• **What to do**
All the entries need to be quoted exactly, apart from the pictures, which you should drop.

Data items
<<<<
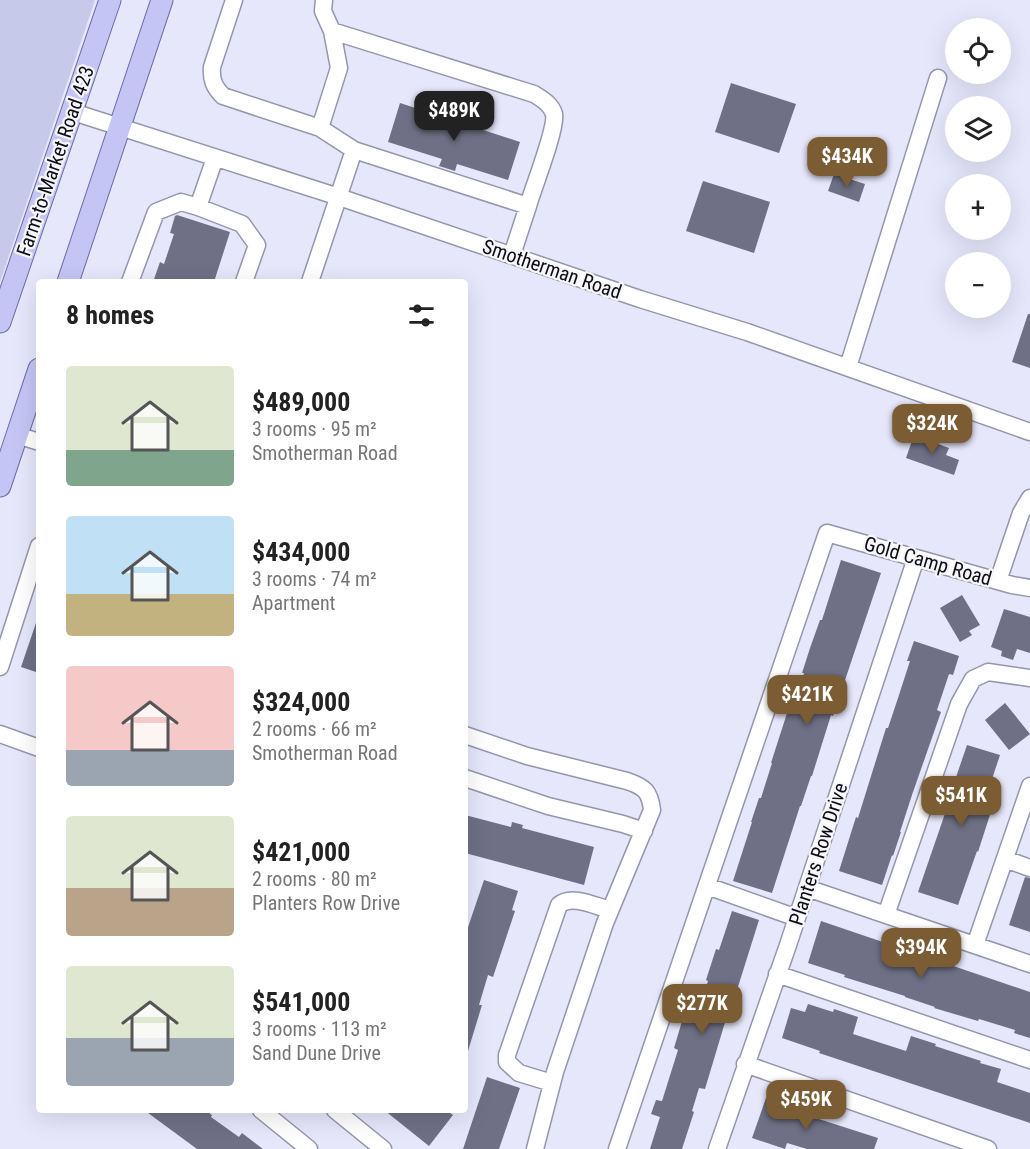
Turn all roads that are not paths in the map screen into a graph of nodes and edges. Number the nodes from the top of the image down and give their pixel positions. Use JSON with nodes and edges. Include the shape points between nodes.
{"nodes":[{"id":1,"x":110,"y":0,"type":"edge"},
{"id":2,"x":162,"y":0,"type":"edge"},
{"id":3,"x":234,"y":0,"type":"edge"},
{"id":4,"x":324,"y":0,"type":"edge"},
{"id":5,"x":332,"y":31,"type":"junction"},
{"id":6,"x":938,"y":78,"type":"dead end"},
{"id":7,"x":73,"y":112,"type":"junction"},
{"id":8,"x":120,"y":128,"type":"junction"},
{"id":9,"x":320,"y":128,"type":"junction"},
{"id":10,"x":354,"y":150,"type":"junction"},
{"id":11,"x":215,"y":158,"type":"junction"},
{"id":12,"x":339,"y":197,"type":"junction"},
{"id":13,"x":528,"y":206,"type":"junction"},
{"id":14,"x":198,"y":207,"type":"junction"},
{"id":15,"x":512,"y":255,"type":"junction"},
{"id":16,"x":69,"y":279,"type":"edge"},
{"id":17,"x":131,"y":279,"type":"edge"},
{"id":18,"x":245,"y":279,"type":"edge"},
{"id":19,"x":311,"y":279,"type":"edge"},
{"id":20,"x":0,"y":322,"type":"edge"},
{"id":21,"x":848,"y":367,"type":"junction"},
{"id":22,"x":36,"y":378,"type":"edge"},
{"id":23,"x":1030,"y":432,"type":"edge"},
{"id":24,"x":17,"y":435,"type":"junction"},
{"id":25,"x":36,"y":441,"type":"edge"},
{"id":26,"x":0,"y":486,"type":"edge"},
{"id":27,"x":1030,"y":498,"type":"edge"},
{"id":28,"x":36,"y":555,"type":"edge"},
{"id":29,"x":916,"y":558,"type":"junction"},
{"id":30,"x":998,"y":581,"type":"junction"},
{"id":31,"x":1030,"y":588,"type":"edge"},
{"id":32,"x":0,"y":667,"type":"edge"},
{"id":33,"x":1030,"y":678,"type":"edge"},
{"id":34,"x":0,"y":734,"type":"edge"},
{"id":35,"x":468,"y":736,"type":"edge"},
{"id":36,"x":36,"y":747,"type":"edge"},
{"id":37,"x":468,"y":779,"type":"edge"},
{"id":38,"x":1030,"y":786,"type":"edge"},
{"id":39,"x":644,"y":831,"type":"junction"},
{"id":40,"x":1005,"y":859,"type":"junction"},
{"id":41,"x":1030,"y":868,"type":"edge"},
{"id":42,"x":707,"y":886,"type":"junction"},
{"id":43,"x":807,"y":888,"type":"junction"},
{"id":44,"x":610,"y":910,"type":"junction"},
{"id":45,"x":886,"y":915,"type":"junction"},
{"id":46,"x":797,"y":918,"type":"junction"},
{"id":47,"x":975,"y":945,"type":"junction"},
{"id":48,"x":1030,"y":964,"type":"edge"},
{"id":49,"x":777,"y":974,"type":"junction"},
{"id":50,"x":1030,"y":1060,"type":"edge"},
{"id":51,"x":746,"y":1064,"type":"junction"},
{"id":52,"x":552,"y":1083,"type":"junction"},
{"id":53,"x":265,"y":1113,"type":"edge"},
{"id":54,"x":339,"y":1113,"type":"edge"},
{"id":55,"x":309,"y":1149,"type":"edge"},
{"id":56,"x":383,"y":1149,"type":"edge"},
{"id":57,"x":535,"y":1149,"type":"edge"},
{"id":58,"x":617,"y":1149,"type":"edge"},
{"id":59,"x":717,"y":1149,"type":"edge"},
{"id":60,"x":988,"y":1149,"type":"edge"}],
"edges":[{"from":1,"to":7,"type":"main road","name":"Farm-to-Market Road 423"},
{"from":2,"to":8,"type":"main road"},
{"from":3,"to":9,"type":"street","via":[[212,67],[214,86],[223,96]]},
{"from":4,"to":5,"type":"street","via":[[323,11]]},
{"from":5,"to":9,"type":"street","via":[[339,68]]},
{"from":5,"to":13,"type":"street","via":[[534,94],[547,102],[554,114],[553,130]]},
{"from":6,"to":21,"type":"street"},
{"from":7,"to":8,"type":"street","name":"Smotherman Road"},
{"from":7,"to":20,"type":"main road","name":"Farm-to-Market Road 423"},
{"from":8,"to":11,"type":"street","name":"Smotherman Road"},
{"from":8,"to":16,"type":"main road"},
{"from":9,"to":10,"type":"street"},
{"from":10,"to":12,"type":"street"},
{"from":10,"to":13,"type":"street"},
{"from":11,"to":12,"type":"street","name":"Smotherman Road"},
{"from":11,"to":14,"type":"street"},
{"from":12,"to":15,"type":"street","name":"Smotherman Road"},
{"from":12,"to":19,"type":"street"},
{"from":13,"to":15,"type":"street"},
{"from":14,"to":17,"type":"street","via":[[181,202],[156,212]]},
{"from":14,"to":18,"type":"street","via":[[242,224],[257,245]]},
{"from":15,"to":21,"type":"street","name":"Smotherman Road"},
{"from":21,"to":23,"type":"street","name":"Smotherman Road"},
{"from":22,"to":24,"type":"main road"},
{"from":24,"to":25,"type":"street"},
{"from":24,"to":26,"type":"main road"},
{"from":27,"to":30,"type":"street","via":[[1021,513]]},
{"from":28,"to":32,"type":"street"},
{"from":29,"to":30,"type":"street","name":"Gold Camp Road"},
{"from":29,"to":42,"type":"street","name":"Gold Camp Road","via":[[827,533]]},
{"from":29,"to":43,"type":"street","name":"Planters Row Drive"},
{"from":30,"to":31,"type":"street","name":"Gold Camp Road"},
{"from":33,"to":45,"type":"street","via":[[988,672],[973,679],[959,704]]},
{"from":34,"to":36,"type":"street"},
{"from":35,"to":39,"type":"street","via":[[527,756],[637,784],[651,800],[652,810]]},
{"from":37,"to":39,"type":"street","via":[[548,806]]},
{"from":38,"to":40,"type":"street"},
{"from":39,"to":44,"type":"street"},
{"from":40,"to":41,"type":"street"},
{"from":40,"to":47,"type":"street"},
{"from":42,"to":46,"type":"street"},
{"from":42,"to":58,"type":"street"},
{"from":43,"to":45,"type":"street"},
{"from":43,"to":46,"type":"street","name":"Planters Row Drive"},
{"from":44,"to":52,"type":"street"},
{"from":44,"to":52,"type":"street","via":[[576,900],[560,905],[507,1055],[507,1062],[519,1073]]},
{"from":45,"to":47,"type":"street"},
{"from":46,"to":49,"type":"street","name":"Planters Row Drive"},
{"from":47,"to":48,"type":"street"},
{"from":49,"to":50,"type":"street"},
{"from":49,"to":51,"type":"street","name":"Planters Row Drive"},
{"from":51,"to":59,"type":"street","name":"Planters Row Drive"},
{"from":51,"to":60,"type":"street"},
{"from":52,"to":57,"type":"street"},
{"from":53,"to":55,"type":"street"},
{"from":54,"to":56,"type":"street"}]}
>>>>
• **Exercise answer**
Turn all roads that are not paths in the map screen into a graph of nodes and edges. Number the nodes from the top of the image down and give their pixel positions. Use JSON with nodes and edges. Include the shape points between nodes.
{"nodes":[{"id":1,"x":110,"y":0,"type":"edge"},
{"id":2,"x":162,"y":0,"type":"edge"},
{"id":3,"x":234,"y":0,"type":"edge"},
{"id":4,"x":324,"y":0,"type":"edge"},
{"id":5,"x":332,"y":31,"type":"junction"},
{"id":6,"x":938,"y":78,"type":"dead end"},
{"id":7,"x":73,"y":112,"type":"junction"},
{"id":8,"x":120,"y":128,"type":"junction"},
{"id":9,"x":320,"y":128,"type":"junction"},
{"id":10,"x":354,"y":150,"type":"junction"},
{"id":11,"x":215,"y":158,"type":"junction"},
{"id":12,"x":339,"y":197,"type":"junction"},
{"id":13,"x":528,"y":206,"type":"junction"},
{"id":14,"x":198,"y":207,"type":"junction"},
{"id":15,"x":512,"y":255,"type":"junction"},
{"id":16,"x":69,"y":279,"type":"edge"},
{"id":17,"x":131,"y":279,"type":"edge"},
{"id":18,"x":245,"y":279,"type":"edge"},
{"id":19,"x":311,"y":279,"type":"edge"},
{"id":20,"x":0,"y":322,"type":"edge"},
{"id":21,"x":848,"y":367,"type":"junction"},
{"id":22,"x":36,"y":378,"type":"edge"},
{"id":23,"x":1030,"y":432,"type":"edge"},
{"id":24,"x":17,"y":435,"type":"junction"},
{"id":25,"x":36,"y":441,"type":"edge"},
{"id":26,"x":0,"y":486,"type":"edge"},
{"id":27,"x":1030,"y":498,"type":"edge"},
{"id":28,"x":36,"y":555,"type":"edge"},
{"id":29,"x":916,"y":558,"type":"junction"},
{"id":30,"x":998,"y":581,"type":"junction"},
{"id":31,"x":1030,"y":588,"type":"edge"},
{"id":32,"x":0,"y":667,"type":"edge"},
{"id":33,"x":1030,"y":678,"type":"edge"},
{"id":34,"x":0,"y":734,"type":"edge"},
{"id":35,"x":468,"y":736,"type":"edge"},
{"id":36,"x":36,"y":747,"type":"edge"},
{"id":37,"x":468,"y":779,"type":"edge"},
{"id":38,"x":1030,"y":786,"type":"edge"},
{"id":39,"x":644,"y":831,"type":"junction"},
{"id":40,"x":1005,"y":859,"type":"junction"},
{"id":41,"x":1030,"y":868,"type":"edge"},
{"id":42,"x":707,"y":886,"type":"junction"},
{"id":43,"x":807,"y":888,"type":"junction"},
{"id":44,"x":610,"y":910,"type":"junction"},
{"id":45,"x":886,"y":915,"type":"junction"},
{"id":46,"x":797,"y":918,"type":"junction"},
{"id":47,"x":975,"y":945,"type":"junction"},
{"id":48,"x":1030,"y":964,"type":"edge"},
{"id":49,"x":777,"y":974,"type":"junction"},
{"id":50,"x":1030,"y":1060,"type":"edge"},
{"id":51,"x":746,"y":1064,"type":"junction"},
{"id":52,"x":552,"y":1083,"type":"junction"},
{"id":53,"x":265,"y":1113,"type":"edge"},
{"id":54,"x":339,"y":1113,"type":"edge"},
{"id":55,"x":309,"y":1149,"type":"edge"},
{"id":56,"x":383,"y":1149,"type":"edge"},
{"id":57,"x":535,"y":1149,"type":"edge"},
{"id":58,"x":617,"y":1149,"type":"edge"},
{"id":59,"x":717,"y":1149,"type":"edge"},
{"id":60,"x":988,"y":1149,"type":"edge"}],
"edges":[{"from":1,"to":7,"type":"main road","name":"Farm-to-Market Road 423"},
{"from":2,"to":8,"type":"main road"},
{"from":3,"to":9,"type":"street","via":[[212,67],[214,86],[223,96]]},
{"from":4,"to":5,"type":"street","via":[[323,11]]},
{"from":5,"to":9,"type":"street","via":[[339,68]]},
{"from":5,"to":13,"type":"street","via":[[534,94],[547,102],[554,114],[553,130]]},
{"from":6,"to":21,"type":"street"},
{"from":7,"to":8,"type":"street","name":"Smotherman Road"},
{"from":7,"to":20,"type":"main road","name":"Farm-to-Market Road 423"},
{"from":8,"to":11,"type":"street","name":"Smotherman Road"},
{"from":8,"to":16,"type":"main road"},
{"from":9,"to":10,"type":"street"},
{"from":10,"to":12,"type":"street"},
{"from":10,"to":13,"type":"street"},
{"from":11,"to":12,"type":"street","name":"Smotherman Road"},
{"from":11,"to":14,"type":"street"},
{"from":12,"to":15,"type":"street","name":"Smotherman Road"},
{"from":12,"to":19,"type":"street"},
{"from":13,"to":15,"type":"street"},
{"from":14,"to":17,"type":"street","via":[[181,202],[156,212]]},
{"from":14,"to":18,"type":"street","via":[[242,224],[257,245]]},
{"from":15,"to":21,"type":"street","name":"Smotherman Road"},
{"from":21,"to":23,"type":"street","name":"Smotherman Road"},
{"from":22,"to":24,"type":"main road"},
{"from":24,"to":25,"type":"street"},
{"from":24,"to":26,"type":"main road"},
{"from":27,"to":30,"type":"street","via":[[1021,513]]},
{"from":28,"to":32,"type":"street"},
{"from":29,"to":30,"type":"street","name":"Gold Camp Road"},
{"from":29,"to":42,"type":"street","name":"Gold Camp Road","via":[[827,533]]},
{"from":29,"to":43,"type":"street","name":"Planters Row Drive"},
{"from":30,"to":31,"type":"street","name":"Gold Camp Road"},
{"from":33,"to":45,"type":"street","via":[[988,672],[973,679],[959,704]]},
{"from":34,"to":36,"type":"street"},
{"from":35,"to":39,"type":"street","via":[[527,756],[637,784],[651,800],[652,810]]},
{"from":37,"to":39,"type":"street","via":[[548,806]]},
{"from":38,"to":40,"type":"street"},
{"from":39,"to":44,"type":"street"},
{"from":40,"to":41,"type":"street"},
{"from":40,"to":47,"type":"street"},
{"from":42,"to":46,"type":"street"},
{"from":42,"to":58,"type":"street"},
{"from":43,"to":45,"type":"street"},
{"from":43,"to":46,"type":"street","name":"Planters Row Drive"},
{"from":44,"to":52,"type":"street"},
{"from":44,"to":52,"type":"street","via":[[576,900],[560,905],[507,1055],[507,1062],[519,1073]]},
{"from":45,"to":47,"type":"street"},
{"from":46,"to":49,"type":"street","name":"Planters Row Drive"},
{"from":47,"to":48,"type":"street"},
{"from":49,"to":50,"type":"street"},
{"from":49,"to":51,"type":"street","name":"Planters Row Drive"},
{"from":51,"to":59,"type":"street","name":"Planters Row Drive"},
{"from":51,"to":60,"type":"street"},
{"from":52,"to":57,"type":"street"},
{"from":53,"to":55,"type":"street"},
{"from":54,"to":56,"type":"street"}]}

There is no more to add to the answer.